** Provided data follows **
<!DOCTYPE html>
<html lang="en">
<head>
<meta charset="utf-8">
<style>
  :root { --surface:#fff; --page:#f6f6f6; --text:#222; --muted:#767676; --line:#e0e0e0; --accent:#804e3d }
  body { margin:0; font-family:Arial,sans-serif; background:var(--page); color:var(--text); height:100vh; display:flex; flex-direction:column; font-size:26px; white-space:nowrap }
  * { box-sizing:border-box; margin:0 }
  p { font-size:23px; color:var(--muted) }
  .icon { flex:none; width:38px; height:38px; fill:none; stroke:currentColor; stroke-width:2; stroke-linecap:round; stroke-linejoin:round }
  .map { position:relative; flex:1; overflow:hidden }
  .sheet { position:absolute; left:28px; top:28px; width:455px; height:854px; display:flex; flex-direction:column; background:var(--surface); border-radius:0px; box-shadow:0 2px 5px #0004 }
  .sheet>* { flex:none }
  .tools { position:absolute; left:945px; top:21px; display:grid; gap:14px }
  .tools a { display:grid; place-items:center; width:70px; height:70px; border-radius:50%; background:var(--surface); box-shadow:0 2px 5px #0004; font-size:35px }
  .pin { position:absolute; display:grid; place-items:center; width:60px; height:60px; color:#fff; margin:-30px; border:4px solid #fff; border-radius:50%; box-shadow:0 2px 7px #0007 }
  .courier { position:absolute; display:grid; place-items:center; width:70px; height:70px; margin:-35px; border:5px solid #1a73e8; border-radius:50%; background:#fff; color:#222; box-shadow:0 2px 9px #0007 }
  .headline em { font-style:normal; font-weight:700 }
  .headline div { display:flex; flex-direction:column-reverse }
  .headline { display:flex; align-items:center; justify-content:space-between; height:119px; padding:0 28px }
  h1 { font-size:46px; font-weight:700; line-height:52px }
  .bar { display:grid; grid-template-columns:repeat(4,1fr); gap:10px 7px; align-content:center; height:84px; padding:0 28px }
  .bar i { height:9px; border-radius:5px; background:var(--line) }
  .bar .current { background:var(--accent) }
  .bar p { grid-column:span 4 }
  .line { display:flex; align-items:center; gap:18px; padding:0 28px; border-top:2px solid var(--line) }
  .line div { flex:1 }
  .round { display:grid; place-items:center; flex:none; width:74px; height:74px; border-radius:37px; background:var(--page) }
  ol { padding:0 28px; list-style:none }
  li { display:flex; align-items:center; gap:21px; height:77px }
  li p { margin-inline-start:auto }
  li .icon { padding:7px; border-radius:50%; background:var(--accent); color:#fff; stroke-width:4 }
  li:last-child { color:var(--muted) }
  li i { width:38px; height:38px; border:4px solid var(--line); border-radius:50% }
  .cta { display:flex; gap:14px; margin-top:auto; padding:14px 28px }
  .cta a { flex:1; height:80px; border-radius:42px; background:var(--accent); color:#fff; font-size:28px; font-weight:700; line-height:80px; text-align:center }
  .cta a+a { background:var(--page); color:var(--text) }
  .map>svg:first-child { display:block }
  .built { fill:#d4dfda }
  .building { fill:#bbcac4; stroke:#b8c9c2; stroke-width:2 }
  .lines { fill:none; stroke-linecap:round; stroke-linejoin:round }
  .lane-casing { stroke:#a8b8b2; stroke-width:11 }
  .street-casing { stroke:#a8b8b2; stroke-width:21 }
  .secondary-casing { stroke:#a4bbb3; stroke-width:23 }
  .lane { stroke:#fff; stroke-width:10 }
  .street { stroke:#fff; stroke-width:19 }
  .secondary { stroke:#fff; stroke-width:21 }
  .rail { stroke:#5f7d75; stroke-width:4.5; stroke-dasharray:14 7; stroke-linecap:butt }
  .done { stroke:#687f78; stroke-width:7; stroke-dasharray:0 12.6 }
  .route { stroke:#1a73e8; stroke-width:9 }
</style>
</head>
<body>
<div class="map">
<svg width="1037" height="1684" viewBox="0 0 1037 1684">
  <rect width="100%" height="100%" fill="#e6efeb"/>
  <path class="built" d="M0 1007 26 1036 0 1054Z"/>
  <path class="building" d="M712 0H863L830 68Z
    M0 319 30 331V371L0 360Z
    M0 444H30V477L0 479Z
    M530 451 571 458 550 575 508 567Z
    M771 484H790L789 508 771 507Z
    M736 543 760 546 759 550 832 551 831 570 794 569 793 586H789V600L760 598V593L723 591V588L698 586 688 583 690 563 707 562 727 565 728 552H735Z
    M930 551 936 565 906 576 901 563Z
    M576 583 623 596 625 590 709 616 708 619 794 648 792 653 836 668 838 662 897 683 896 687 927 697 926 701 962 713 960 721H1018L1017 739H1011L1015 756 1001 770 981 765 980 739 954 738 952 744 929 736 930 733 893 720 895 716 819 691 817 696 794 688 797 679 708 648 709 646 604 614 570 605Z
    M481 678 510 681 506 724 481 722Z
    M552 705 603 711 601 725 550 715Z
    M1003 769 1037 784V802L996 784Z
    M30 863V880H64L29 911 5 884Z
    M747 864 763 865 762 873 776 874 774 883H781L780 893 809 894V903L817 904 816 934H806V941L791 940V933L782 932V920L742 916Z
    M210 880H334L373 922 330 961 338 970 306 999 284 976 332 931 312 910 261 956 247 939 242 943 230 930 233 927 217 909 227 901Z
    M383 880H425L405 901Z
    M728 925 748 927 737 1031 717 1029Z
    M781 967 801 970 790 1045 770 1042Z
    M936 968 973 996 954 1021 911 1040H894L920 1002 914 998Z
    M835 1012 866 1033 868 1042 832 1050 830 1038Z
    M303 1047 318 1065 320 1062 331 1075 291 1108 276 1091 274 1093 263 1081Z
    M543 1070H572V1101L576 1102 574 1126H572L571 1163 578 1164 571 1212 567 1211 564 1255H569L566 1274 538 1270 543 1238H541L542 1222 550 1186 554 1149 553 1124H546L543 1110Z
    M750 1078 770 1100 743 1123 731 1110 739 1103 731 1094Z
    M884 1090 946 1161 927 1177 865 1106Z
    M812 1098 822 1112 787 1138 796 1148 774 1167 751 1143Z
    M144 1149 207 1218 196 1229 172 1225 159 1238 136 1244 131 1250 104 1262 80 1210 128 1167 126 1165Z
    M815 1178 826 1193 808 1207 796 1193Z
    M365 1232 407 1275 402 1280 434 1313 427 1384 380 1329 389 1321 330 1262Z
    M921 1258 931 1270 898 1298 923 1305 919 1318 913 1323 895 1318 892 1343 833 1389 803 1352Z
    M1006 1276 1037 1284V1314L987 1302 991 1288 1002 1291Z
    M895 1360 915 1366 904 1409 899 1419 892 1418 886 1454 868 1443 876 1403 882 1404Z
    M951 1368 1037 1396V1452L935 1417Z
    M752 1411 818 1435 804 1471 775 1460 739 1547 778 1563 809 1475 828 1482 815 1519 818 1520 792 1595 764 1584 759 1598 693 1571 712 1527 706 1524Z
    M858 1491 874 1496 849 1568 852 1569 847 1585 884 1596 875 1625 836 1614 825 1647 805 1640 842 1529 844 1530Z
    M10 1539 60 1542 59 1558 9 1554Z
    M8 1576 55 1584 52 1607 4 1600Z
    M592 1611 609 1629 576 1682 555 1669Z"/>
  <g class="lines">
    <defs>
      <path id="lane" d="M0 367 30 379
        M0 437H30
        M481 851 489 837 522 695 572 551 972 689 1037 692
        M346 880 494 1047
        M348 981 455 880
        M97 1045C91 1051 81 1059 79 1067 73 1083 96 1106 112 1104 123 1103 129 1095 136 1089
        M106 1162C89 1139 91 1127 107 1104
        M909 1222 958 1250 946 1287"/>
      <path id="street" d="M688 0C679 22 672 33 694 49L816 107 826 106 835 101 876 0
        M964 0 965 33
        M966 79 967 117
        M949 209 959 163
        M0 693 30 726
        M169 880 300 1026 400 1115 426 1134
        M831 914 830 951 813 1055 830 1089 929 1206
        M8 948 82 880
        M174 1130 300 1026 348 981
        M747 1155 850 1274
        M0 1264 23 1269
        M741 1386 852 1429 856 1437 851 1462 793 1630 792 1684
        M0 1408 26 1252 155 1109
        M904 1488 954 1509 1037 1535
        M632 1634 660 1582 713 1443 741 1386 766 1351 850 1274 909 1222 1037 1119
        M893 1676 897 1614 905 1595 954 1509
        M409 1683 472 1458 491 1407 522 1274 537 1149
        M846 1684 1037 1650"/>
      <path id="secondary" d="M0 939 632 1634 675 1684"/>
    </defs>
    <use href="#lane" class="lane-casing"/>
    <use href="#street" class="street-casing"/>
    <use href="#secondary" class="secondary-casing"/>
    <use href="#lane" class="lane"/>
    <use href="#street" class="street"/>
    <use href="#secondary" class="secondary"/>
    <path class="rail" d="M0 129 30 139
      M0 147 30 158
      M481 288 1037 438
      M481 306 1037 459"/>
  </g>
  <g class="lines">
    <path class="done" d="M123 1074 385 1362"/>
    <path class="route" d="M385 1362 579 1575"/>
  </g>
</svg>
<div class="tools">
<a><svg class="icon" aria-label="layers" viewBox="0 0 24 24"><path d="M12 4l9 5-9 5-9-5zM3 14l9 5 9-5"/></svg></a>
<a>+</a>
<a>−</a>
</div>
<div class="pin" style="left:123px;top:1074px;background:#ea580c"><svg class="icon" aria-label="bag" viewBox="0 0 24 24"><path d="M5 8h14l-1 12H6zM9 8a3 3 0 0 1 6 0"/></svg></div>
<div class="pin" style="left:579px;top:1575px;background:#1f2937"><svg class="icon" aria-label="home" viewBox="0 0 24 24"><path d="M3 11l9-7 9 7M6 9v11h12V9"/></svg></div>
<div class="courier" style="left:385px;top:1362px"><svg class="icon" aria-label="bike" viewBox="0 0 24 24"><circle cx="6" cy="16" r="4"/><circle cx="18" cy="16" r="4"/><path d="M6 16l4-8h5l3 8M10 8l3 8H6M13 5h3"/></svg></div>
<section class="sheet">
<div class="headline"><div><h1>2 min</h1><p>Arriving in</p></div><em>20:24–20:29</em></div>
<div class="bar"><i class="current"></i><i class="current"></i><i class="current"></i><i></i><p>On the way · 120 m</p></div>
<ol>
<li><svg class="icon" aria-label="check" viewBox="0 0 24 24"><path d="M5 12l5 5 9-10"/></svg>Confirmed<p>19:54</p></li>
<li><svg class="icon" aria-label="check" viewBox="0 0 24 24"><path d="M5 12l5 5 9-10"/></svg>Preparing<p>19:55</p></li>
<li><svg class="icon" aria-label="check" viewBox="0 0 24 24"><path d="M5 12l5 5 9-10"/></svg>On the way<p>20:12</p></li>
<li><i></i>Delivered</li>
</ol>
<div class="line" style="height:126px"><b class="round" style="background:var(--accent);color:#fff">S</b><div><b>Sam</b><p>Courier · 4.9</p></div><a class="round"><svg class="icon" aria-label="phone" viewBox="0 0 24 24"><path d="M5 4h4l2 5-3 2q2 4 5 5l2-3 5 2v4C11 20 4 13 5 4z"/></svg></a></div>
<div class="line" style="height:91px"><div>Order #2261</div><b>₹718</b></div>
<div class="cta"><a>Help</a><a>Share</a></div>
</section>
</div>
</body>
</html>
** End of Provided data **
Could you copy exactly the lines from the first line of the records above through the line containing "--surface:#fff; --page:#f6f6f6; --text:#222;", both included, and nothing else?

Expected output:
<!DOCTYPE html>
<html lang="en">
<head>
<meta charset="utf-8">
<style>
  :root { --surface:#fff; --page:#f6f6f6; --text:#222; --muted:#767676; --line:#e0e0e0; --accent:#804e3d }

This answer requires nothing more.